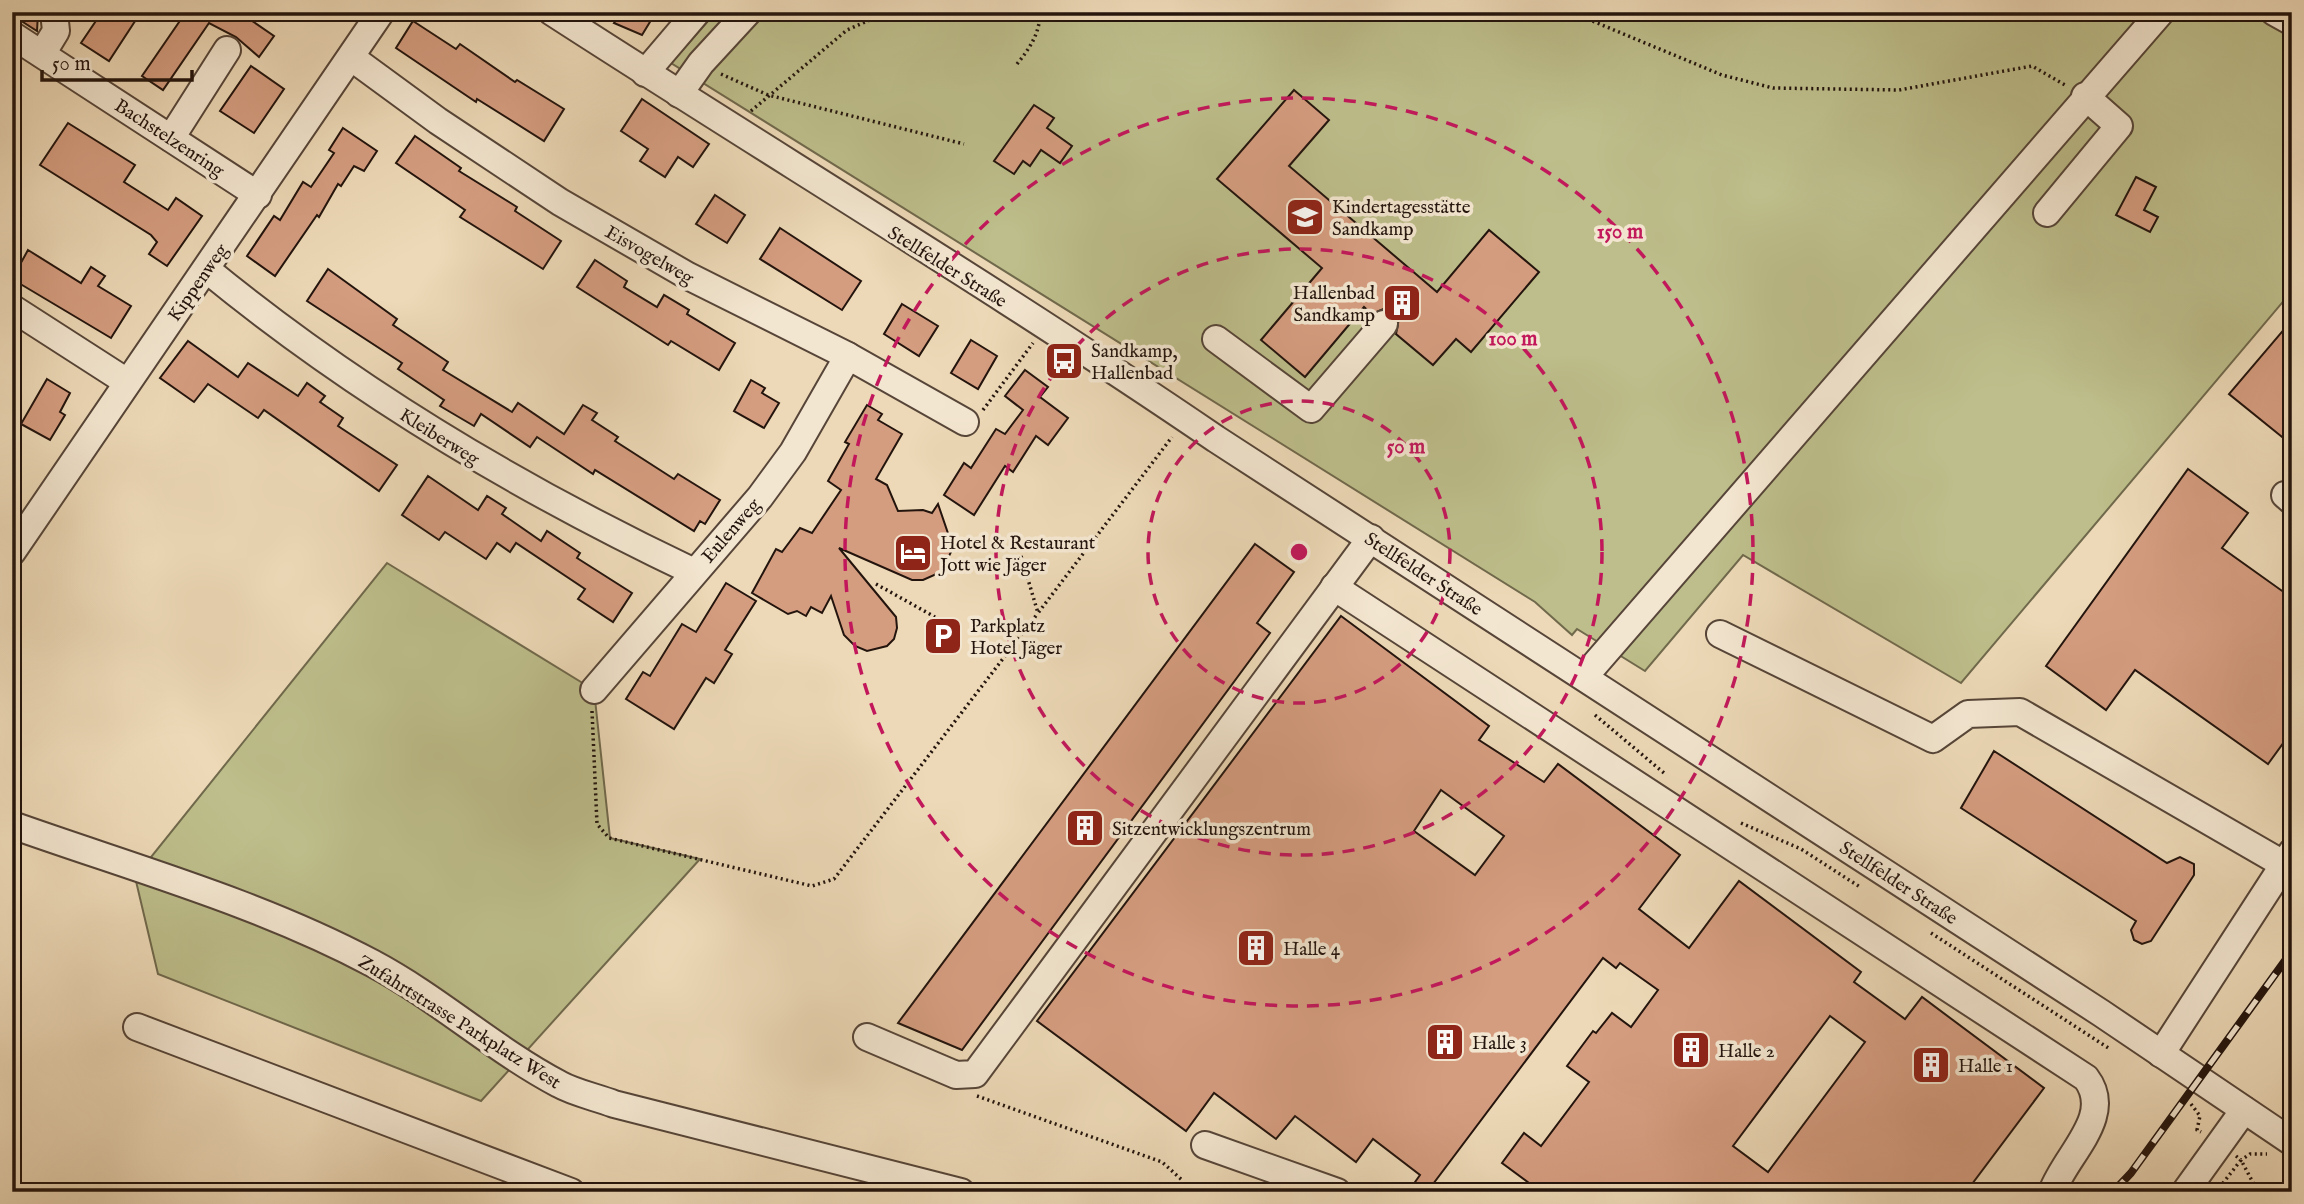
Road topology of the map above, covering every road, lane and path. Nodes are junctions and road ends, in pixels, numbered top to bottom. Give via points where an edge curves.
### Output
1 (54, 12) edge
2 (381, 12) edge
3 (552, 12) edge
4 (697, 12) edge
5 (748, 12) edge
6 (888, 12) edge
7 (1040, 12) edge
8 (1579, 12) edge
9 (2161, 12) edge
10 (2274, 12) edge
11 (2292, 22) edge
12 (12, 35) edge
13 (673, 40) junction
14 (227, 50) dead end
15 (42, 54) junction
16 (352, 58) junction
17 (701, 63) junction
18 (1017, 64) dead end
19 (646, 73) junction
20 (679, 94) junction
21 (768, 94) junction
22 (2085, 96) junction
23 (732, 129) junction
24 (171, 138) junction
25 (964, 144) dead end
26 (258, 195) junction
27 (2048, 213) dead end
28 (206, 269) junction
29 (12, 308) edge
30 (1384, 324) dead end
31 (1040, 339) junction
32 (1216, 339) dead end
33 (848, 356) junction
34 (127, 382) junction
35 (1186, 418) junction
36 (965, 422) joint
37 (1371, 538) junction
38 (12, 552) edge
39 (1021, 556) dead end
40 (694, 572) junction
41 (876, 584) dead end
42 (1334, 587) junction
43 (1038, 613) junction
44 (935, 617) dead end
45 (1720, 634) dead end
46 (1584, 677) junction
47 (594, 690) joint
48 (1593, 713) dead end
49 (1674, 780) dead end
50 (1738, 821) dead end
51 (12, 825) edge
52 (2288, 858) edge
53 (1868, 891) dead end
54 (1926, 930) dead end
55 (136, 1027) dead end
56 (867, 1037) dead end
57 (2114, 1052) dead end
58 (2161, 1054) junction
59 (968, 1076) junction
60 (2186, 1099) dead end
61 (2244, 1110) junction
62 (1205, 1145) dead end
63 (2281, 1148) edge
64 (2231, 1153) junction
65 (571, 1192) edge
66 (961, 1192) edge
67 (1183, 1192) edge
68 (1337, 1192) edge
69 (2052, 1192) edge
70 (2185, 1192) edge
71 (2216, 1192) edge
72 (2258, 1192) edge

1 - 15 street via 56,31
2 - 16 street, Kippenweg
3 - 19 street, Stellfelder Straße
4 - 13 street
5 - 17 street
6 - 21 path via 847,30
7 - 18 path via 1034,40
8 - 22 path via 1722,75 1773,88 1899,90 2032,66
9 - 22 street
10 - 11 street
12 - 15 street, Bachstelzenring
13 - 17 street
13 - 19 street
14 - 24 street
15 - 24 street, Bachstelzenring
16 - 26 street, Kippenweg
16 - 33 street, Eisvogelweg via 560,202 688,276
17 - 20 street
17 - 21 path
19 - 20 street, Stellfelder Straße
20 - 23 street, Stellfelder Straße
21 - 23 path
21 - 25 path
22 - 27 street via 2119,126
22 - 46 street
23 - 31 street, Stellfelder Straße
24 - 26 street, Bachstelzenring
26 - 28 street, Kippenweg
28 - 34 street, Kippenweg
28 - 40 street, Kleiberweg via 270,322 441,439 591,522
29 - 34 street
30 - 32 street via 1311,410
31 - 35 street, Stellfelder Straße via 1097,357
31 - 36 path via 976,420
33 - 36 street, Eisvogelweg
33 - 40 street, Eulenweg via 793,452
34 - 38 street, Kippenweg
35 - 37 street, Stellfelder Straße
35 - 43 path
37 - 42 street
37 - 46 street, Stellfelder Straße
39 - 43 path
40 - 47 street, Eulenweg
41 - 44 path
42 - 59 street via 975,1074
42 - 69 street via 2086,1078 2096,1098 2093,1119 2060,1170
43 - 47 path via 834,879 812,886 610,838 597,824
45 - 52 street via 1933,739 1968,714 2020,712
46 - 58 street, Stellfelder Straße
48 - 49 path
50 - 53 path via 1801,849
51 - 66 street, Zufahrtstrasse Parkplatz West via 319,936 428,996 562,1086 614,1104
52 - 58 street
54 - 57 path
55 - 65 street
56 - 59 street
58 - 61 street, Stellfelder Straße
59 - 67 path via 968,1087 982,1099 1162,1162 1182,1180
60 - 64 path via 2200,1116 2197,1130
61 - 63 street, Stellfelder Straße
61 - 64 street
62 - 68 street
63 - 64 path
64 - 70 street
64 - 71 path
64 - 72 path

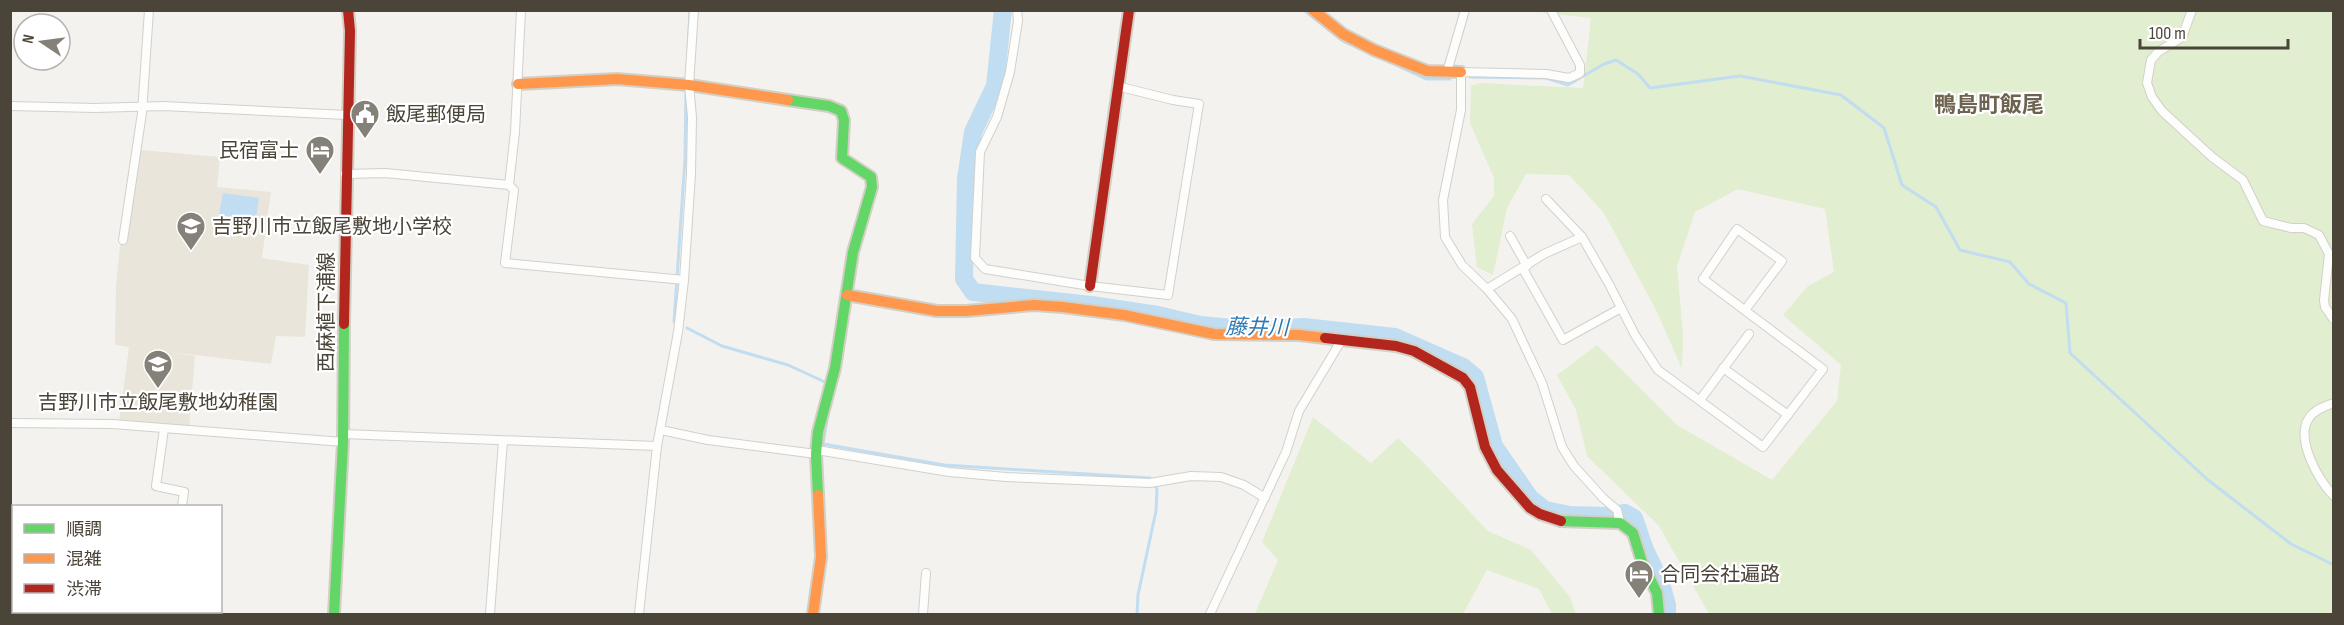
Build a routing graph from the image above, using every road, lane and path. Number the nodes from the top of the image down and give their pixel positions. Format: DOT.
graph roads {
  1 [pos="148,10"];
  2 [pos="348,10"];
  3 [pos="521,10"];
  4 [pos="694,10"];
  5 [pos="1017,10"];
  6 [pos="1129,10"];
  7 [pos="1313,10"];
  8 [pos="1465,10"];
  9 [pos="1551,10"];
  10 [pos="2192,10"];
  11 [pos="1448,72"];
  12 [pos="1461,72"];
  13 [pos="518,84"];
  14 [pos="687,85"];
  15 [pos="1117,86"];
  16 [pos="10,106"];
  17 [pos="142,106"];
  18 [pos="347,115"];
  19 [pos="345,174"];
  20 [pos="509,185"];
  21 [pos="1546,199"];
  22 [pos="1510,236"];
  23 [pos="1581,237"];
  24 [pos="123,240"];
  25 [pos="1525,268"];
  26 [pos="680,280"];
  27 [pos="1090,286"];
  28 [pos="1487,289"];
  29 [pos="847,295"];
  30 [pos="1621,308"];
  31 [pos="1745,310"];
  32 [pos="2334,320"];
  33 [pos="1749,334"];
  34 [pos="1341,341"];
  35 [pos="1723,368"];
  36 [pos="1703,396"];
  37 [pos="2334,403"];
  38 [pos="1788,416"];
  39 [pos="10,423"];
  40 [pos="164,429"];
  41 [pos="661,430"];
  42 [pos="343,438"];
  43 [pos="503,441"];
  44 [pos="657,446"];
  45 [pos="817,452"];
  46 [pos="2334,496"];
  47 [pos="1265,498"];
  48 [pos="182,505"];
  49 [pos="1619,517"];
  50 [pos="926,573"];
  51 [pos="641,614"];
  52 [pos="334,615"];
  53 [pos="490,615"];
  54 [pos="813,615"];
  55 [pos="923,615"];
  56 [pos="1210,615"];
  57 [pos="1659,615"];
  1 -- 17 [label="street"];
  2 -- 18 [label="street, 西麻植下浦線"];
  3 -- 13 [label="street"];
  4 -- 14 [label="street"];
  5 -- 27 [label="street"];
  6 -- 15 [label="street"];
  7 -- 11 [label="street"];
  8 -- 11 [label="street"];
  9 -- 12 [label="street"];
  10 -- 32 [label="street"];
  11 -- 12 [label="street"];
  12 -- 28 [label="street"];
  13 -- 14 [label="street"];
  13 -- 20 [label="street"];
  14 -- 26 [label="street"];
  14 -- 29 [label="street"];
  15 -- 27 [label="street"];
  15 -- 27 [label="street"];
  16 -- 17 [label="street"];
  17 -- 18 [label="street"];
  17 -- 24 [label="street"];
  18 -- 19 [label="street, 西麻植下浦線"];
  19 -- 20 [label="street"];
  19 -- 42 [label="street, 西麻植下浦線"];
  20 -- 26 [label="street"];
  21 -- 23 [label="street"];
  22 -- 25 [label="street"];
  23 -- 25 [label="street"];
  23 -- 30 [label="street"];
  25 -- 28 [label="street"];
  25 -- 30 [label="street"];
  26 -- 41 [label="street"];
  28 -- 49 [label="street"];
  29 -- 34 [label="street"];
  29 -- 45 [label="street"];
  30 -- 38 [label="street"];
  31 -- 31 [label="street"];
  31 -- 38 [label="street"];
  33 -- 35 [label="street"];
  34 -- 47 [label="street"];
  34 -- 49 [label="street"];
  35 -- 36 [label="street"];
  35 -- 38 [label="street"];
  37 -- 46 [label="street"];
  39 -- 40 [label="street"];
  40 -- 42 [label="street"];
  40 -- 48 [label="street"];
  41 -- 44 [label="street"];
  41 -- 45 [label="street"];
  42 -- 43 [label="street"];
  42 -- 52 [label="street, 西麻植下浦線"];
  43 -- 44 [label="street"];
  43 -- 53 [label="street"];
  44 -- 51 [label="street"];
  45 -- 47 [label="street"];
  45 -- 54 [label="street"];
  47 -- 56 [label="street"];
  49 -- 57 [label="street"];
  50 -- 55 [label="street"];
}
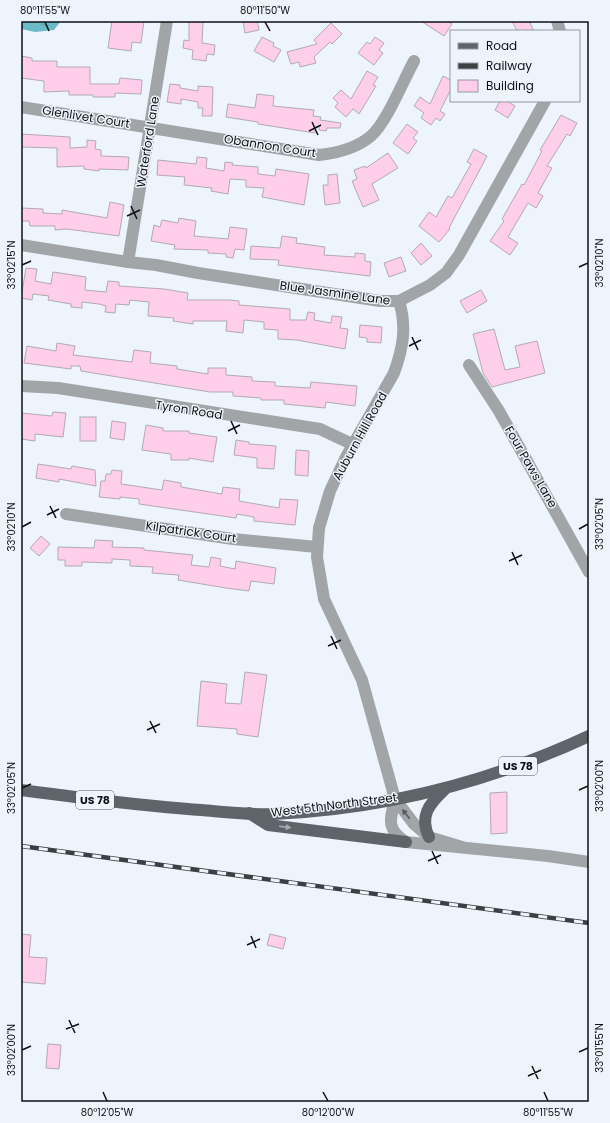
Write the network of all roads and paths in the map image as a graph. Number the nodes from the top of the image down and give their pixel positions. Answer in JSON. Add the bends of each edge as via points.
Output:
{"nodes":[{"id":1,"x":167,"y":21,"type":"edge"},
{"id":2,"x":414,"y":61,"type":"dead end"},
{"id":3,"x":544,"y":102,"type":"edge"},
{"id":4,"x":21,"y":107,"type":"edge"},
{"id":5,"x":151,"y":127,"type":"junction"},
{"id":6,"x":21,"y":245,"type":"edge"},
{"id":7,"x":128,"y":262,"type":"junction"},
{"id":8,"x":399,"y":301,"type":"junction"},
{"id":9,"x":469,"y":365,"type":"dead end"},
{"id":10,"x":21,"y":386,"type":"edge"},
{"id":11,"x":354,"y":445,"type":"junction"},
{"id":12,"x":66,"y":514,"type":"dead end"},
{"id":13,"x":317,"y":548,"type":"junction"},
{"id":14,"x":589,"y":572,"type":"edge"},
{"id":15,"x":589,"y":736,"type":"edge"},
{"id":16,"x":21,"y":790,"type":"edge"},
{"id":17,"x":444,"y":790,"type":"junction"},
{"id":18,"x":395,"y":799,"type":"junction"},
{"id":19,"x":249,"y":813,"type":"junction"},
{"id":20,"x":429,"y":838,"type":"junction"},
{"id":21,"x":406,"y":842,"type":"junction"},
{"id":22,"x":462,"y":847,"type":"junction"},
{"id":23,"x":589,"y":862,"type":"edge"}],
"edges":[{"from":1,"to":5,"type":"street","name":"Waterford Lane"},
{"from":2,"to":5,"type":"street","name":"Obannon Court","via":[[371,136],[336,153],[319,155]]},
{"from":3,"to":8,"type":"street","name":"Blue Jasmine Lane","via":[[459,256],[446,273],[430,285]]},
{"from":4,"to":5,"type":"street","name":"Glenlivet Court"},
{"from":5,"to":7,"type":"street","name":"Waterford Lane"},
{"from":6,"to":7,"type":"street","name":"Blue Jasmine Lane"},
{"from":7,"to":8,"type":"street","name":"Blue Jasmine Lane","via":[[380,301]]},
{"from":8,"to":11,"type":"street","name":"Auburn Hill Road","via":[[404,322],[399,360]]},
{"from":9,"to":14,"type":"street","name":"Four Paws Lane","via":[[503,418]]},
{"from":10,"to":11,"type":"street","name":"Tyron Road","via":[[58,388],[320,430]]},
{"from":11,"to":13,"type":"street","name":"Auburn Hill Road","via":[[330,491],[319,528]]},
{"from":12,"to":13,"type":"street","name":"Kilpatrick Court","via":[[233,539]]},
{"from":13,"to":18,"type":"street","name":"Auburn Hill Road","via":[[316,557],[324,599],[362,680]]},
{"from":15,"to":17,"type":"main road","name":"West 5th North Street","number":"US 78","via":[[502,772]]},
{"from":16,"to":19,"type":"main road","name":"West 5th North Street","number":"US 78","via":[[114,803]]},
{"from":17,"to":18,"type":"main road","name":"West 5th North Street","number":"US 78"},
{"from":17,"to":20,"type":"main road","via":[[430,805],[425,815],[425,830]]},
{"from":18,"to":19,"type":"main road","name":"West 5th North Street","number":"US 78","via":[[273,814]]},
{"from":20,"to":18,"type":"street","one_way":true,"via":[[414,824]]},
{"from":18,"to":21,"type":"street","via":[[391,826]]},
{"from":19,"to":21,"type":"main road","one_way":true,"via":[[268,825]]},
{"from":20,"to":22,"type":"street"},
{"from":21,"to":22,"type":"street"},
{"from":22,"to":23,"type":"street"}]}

┄┄┄┄┄┄┄┄┄┄

§ **TASK TO COMPLETE**
Tally, across the records, each line that contains the word "Eisvogelweg", and answer with nothing except the count.

§ **TASK ANSWER**
2